▸ Instructions to follow
Please retype all the data below exactly, line for line.

▸ Data for review
::::::::

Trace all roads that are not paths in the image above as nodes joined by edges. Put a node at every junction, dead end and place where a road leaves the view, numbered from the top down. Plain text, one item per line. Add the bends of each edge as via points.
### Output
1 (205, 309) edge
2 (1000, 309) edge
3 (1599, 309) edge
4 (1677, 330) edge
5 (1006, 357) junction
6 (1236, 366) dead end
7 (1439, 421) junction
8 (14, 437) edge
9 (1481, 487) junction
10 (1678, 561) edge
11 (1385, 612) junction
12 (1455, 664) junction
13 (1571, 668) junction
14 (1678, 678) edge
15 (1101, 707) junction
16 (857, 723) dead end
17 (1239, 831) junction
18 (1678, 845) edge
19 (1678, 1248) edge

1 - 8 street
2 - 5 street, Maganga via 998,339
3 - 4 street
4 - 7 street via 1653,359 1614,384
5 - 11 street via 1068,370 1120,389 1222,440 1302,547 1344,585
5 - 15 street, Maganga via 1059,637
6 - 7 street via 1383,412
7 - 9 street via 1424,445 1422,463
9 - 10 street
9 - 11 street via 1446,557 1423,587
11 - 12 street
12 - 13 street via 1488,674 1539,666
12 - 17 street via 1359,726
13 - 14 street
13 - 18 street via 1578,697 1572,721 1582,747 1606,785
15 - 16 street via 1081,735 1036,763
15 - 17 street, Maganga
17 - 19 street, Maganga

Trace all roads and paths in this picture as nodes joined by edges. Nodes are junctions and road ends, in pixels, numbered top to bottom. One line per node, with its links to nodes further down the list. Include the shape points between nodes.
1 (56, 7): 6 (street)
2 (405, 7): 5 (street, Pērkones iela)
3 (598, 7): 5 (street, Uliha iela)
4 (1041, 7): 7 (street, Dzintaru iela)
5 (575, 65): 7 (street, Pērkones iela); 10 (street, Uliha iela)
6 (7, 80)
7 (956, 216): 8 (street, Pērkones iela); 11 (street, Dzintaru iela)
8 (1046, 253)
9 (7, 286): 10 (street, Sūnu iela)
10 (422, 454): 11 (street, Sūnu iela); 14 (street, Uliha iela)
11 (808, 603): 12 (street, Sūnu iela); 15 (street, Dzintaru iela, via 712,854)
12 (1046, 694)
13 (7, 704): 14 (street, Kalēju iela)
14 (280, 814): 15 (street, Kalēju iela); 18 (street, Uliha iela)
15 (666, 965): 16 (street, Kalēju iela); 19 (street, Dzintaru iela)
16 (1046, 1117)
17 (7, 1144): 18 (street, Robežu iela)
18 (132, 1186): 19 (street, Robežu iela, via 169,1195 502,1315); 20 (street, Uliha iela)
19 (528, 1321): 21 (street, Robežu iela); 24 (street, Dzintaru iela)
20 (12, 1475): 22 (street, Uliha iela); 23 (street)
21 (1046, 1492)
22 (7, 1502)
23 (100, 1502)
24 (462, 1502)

::::::::

▸ Exercise solution
Trace all roads that are not paths in the image above as nodes joined by edges. Put a node at every junction, dead end and place where a road leaves the view, numbered from the top down. Plain text, one item per line. Add the bends of each edge as via points.
### Output
1 (205, 309) edge
2 (1000, 309) edge
3 (1599, 309) edge
4 (1677, 330) edge
5 (1006, 357) junction
6 (1236, 366) dead end
7 (1439, 421) junction
8 (14, 437) edge
9 (1481, 487) junction
10 (1678, 561) edge
11 (1385, 612) junction
12 (1455, 664) junction
13 (1571, 668) junction
14 (1678, 678) edge
15 (1101, 707) junction
16 (857, 723) dead end
17 (1239, 831) junction
18 (1678, 845) edge
19 (1678, 1248) edge

1 - 8 street
2 - 5 street, Maganga via 998,339
3 - 4 street
4 - 7 street via 1653,359 1614,384
5 - 11 street via 1068,370 1120,389 1222,440 1302,547 1344,585
5 - 15 street, Maganga via 1059,637
6 - 7 street via 1383,412
7 - 9 street via 1424,445 1422,463
9 - 10 street
9 - 11 street via 1446,557 1423,587
11 - 12 street
12 - 13 street via 1488,674 1539,666
12 - 17 street via 1359,726
13 - 14 street
13 - 18 street via 1578,697 1572,721 1582,747 1606,785
15 - 16 street via 1081,735 1036,763
15 - 17 street, Maganga
17 - 19 street, Maganga

Trace all roads and paths in this picture as nodes joined by edges. Nodes are junctions and road ends, in pixels, numbered top to bottom. One line per node, with its links to nodes further down the list. Include the shape points between nodes.
1 (56, 7): 6 (street)
2 (405, 7): 5 (street, Pērkones iela)
3 (598, 7): 5 (street, Uliha iela)
4 (1041, 7): 7 (street, Dzintaru iela)
5 (575, 65): 7 (street, Pērkones iela); 10 (street, Uliha iela)
6 (7, 80)
7 (956, 216): 8 (street, Pērkones iela); 11 (street, Dzintaru iela)
8 (1046, 253)
9 (7, 286): 10 (street, Sūnu iela)
10 (422, 454): 11 (street, Sūnu iela); 14 (street, Uliha iela)
11 (808, 603): 12 (street, Sūnu iela); 15 (street, Dzintaru iela, via 712,854)
12 (1046, 694)
13 (7, 704): 14 (street, Kalēju iela)
14 (280, 814): 15 (street, Kalēju iela); 18 (street, Uliha iela)
15 (666, 965): 16 (street, Kalēju iela); 19 (street, Dzintaru iela)
16 (1046, 1117)
17 (7, 1144): 18 (street, Robežu iela)
18 (132, 1186): 19 (street, Robežu iela, via 169,1195 502,1315); 20 (street, Uliha iela)
19 (528, 1321): 21 (street, Robežu iela); 24 (street, Dzintaru iela)
20 (12, 1475): 22 (street, Uliha iela); 23 (street)
21 (1046, 1492)
22 (7, 1502)
23 (100, 1502)
24 (462, 1502)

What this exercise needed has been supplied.